COOPERATIVA "VERSO LA BANCA ETICA"

LO SCOPO CHE LA COOPERATIVA SI PROPONE

L'obiettivo è fondare una banca che finanzi il terzo settore e l'economia sociale e che permetta al risparmiatore di indirizzare il risparmio verso il settore da lui prescelto autodeterminandosi il tasso d'interesse entro un limite massimo fissato dalla banca. Il progetto nasce dalla constatazione che si può creare un sistema di credito solidale perché "la responsabilità per un uso corretto o scorretto del denaro è anche nostra" visto che siamo noi a fornire "materia prima" ai mercati finanziari. Così saremo noi a poter indirizzare il risparmio dove vogliamo.

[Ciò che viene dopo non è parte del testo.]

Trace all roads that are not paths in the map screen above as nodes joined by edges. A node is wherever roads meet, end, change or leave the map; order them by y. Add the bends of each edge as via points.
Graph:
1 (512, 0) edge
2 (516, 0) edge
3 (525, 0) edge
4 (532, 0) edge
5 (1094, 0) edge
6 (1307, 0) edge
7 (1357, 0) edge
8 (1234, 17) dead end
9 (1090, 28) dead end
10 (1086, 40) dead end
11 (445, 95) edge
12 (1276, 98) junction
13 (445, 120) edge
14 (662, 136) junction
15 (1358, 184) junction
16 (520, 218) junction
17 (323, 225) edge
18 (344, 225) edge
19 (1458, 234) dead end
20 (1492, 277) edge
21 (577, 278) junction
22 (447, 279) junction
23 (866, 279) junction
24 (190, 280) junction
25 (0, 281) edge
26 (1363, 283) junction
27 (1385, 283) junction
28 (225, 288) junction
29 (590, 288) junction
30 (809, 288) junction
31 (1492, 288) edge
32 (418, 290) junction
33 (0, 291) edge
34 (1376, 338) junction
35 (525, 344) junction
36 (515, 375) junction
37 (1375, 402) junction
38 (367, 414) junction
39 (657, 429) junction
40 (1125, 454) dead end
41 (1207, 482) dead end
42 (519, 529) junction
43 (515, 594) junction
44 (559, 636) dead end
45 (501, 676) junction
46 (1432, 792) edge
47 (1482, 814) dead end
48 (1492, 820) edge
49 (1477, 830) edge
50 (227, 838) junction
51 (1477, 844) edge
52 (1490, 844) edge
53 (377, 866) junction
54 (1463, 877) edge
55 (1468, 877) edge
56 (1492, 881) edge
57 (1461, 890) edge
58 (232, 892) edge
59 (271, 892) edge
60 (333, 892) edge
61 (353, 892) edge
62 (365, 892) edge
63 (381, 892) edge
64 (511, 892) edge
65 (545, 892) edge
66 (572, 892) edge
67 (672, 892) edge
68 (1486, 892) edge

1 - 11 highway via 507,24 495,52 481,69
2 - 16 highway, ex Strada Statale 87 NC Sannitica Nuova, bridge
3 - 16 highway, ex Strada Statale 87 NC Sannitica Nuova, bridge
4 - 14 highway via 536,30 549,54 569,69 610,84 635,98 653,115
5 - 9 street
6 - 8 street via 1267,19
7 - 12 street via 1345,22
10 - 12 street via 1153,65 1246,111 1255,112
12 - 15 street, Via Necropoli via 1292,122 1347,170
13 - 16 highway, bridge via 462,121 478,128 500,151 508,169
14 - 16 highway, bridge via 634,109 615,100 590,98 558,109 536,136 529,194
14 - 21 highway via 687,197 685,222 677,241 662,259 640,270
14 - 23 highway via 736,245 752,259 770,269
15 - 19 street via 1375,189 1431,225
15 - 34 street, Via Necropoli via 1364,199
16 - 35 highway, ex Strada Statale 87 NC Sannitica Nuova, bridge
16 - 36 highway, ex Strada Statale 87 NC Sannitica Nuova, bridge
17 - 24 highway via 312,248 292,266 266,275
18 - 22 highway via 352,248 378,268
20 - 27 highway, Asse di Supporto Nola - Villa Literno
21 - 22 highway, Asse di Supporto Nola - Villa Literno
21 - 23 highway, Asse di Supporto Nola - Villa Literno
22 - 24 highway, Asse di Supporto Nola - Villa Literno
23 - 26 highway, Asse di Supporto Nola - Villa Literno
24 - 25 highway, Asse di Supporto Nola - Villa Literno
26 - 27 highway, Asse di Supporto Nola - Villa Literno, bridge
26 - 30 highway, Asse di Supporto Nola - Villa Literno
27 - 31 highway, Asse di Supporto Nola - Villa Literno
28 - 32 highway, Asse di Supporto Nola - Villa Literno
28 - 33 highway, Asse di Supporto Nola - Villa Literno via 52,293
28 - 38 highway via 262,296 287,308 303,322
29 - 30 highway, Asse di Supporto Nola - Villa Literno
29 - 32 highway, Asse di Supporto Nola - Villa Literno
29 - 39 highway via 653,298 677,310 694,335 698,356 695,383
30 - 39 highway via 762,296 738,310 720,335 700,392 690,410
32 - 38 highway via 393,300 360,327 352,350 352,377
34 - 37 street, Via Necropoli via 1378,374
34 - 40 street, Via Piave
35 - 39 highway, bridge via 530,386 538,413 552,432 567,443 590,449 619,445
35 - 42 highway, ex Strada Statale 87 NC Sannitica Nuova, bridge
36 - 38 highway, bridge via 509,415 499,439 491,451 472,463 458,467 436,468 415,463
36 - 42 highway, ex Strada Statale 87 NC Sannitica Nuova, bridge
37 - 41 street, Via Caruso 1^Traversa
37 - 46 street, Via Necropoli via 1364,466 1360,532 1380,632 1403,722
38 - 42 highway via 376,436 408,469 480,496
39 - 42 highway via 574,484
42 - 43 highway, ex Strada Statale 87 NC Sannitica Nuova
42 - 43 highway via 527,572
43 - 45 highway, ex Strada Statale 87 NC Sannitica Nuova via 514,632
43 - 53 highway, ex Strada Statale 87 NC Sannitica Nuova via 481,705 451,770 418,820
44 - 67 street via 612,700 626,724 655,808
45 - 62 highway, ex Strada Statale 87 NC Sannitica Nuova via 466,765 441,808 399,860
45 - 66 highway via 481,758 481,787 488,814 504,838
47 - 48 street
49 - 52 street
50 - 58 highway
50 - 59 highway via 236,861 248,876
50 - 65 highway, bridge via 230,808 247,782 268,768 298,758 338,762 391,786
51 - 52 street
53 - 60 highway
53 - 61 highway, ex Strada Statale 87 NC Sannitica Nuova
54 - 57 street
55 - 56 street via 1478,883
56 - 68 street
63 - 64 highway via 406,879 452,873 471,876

Scopo precipuo è "promuovere e realizzare attività imprenditoriali e sociali che si reggono sul metodo dell'autogestione" (art 4 statuto).

 

La Banca selezionerà dei progetti da finanziare sulla base di tre parametri:

a) la validità e l'impatto sociale ed ambientale

b) l'efficienza e l'efficacia imprenditoriale

c) la capacità di gestione finanziaria

 

CHI FRUIRA' DEI FINANZIAMENTI

Aziende che si occupano di riciclaggio di rifiuti, di risparmio energetico e che utilizzino mezzi a basso impatto ambientale, imprese che lavorano nel campo della produzione, trasformazione e commercializzazione dei prodotti biologici, progetti di solidarietà internazionale, cultura, sport, educazione,formazione orientata verso le persone in cerca di occupazione o che necessitano di una riqualificazione professionale, salute ed infine cooperazione e animazione sociale per la cura e il reinserimento, anche lavorativo, delle persone che si trovano in situazioni di disagio fisico psichico o sociale.

 

LA STRUTTURA DELLA BANCA ETICA

Dovrà essere una banca a struttura leggera che permetta però di coinvolgere tutti i soggetti, persone fisiche, enti e associazioni che operano sul territorio nazionale. A tal fine sono state coinvolte nel progetto l'Ente Poste ed alcune banche (tra cui l'Ambroveneto) per far sì che le operazioni possano essere svolte anche attraverso gli sportelli di queste. I risparmiatori, fin dal primo anno, potranno comprare certificati di deposito etici e obbligazioni etiche; in seguito saranno introdotti conti correnti, libretti di risparmio, servizio Bancomat e la gamma di servizi offerti dagli istituti di credito ordinari. La trasparenza sarà garantita dal fatto che esisteranno solo conti nominali e non anonimi, con obblighi di informazione al risparmiatore sullo stato dei progetti finanziati.